И он не сможет привести такого доказательства ни из сферы процессов в психофизической системе нормальных коммуникантов, ни из сферы процессов в психологической системе пациентов с нарушениями центральной нервной системы. Как раз из сферы последних можно было бы, если бы это потребовалось и оправдывало себя, привести наиболее убедительный контраргумент. Точнее говоря, требовалось бы доказать, что в случаях, в которых способность строить грамматически правильные предложения полностью нарушена, эмпрактическое использование номинативных слов не снизилось в равной степени. Существуют, как известно, афазии и апраксии, и нарушения не протекают в такой степени параллельно; они коварьируют не с такой простой закономерностью, как это предполагает общая теория эллипсиса. Удобнее и столь же важен контраргумент, который можно найти в детской. Еще задолго до того, как ребенку удается построить первое предложение из нескольких слов, он использует вполне осмысленно и понятным для нас образом жесты и удобные эмпрактические номинации. Следовательно, такое употребление, по-видимому, онтологически древнее.
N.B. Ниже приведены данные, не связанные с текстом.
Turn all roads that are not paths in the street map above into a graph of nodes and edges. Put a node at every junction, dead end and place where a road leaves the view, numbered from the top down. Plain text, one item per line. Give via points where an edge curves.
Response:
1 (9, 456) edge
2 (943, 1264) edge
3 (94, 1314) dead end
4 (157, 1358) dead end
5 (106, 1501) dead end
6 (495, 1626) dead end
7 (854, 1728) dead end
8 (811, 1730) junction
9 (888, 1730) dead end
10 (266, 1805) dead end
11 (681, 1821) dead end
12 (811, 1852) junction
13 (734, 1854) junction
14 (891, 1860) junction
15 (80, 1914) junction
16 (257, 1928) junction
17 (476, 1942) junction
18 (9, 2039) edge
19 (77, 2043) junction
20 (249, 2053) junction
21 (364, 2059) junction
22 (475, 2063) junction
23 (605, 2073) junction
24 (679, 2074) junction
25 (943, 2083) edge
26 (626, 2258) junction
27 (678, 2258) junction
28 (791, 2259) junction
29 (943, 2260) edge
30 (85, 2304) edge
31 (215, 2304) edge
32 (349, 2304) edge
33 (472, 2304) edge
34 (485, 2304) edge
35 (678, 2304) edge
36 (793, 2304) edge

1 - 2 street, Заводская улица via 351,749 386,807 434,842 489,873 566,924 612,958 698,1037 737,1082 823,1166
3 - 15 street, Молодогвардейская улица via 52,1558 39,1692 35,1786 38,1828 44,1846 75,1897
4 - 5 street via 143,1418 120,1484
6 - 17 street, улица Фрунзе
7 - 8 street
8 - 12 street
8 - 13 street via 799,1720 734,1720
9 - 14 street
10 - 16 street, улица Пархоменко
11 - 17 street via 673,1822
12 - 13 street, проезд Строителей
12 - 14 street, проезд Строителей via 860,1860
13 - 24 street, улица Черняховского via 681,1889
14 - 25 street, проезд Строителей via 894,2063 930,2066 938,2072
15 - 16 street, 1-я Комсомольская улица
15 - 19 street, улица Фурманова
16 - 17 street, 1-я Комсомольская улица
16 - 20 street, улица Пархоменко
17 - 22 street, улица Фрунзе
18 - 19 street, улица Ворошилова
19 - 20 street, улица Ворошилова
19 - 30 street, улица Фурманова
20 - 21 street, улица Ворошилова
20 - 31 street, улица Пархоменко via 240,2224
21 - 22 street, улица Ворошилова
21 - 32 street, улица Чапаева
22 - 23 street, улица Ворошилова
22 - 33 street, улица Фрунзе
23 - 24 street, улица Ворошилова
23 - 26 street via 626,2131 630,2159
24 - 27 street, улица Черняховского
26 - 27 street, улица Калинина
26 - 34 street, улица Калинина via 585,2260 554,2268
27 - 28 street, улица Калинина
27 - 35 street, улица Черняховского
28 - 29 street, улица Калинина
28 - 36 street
Взрослый человек — говорящее существо, но он не в такой степени. как сторонники теории эллипсиса, по-видимому, молчаливо предполагают, homo loquax2. Зачем говорить, если на практике можно столь же хорошо или даже лучше обойтись без говорения? Когда в деятельность включается диакритический языковой знак, тогда во многих случаях не нужен какой-то еще словесный ореол. Ведь вместо замещающих знаков такой знак имеет вокруг себя замещаемое и может на него опираться. То, что посетитель кафе хочет что-то выпить, а человек, стоящий в очереди к театральной кассе и подходящий к окошечку, когда до него доходит очередь, хочет что-то купить, давно понял его партнер (за окошечком); покупателю в случае неоднозначной ситуации, образно говоря, на распутье, при его безмолвном осмысленном поведении требуется языковой знак только в качестве диакритики. Он употребляет такой знак, и многозначность устраняется; это и есть эмпрактическое употребление языковых знаков. Релевантным окружением, в которое помещен этот знак, является практика; поэтому мы говорим также (ради сходства звучания): он выступает симпрактически встроенным. На этом можно закончить простое объяснение предлагаемых терминов «эмпрактически или симпрактически»; ниже мы еще раз вернемся к их обсуждению по существу и рассмотрим вместе все основные случаи.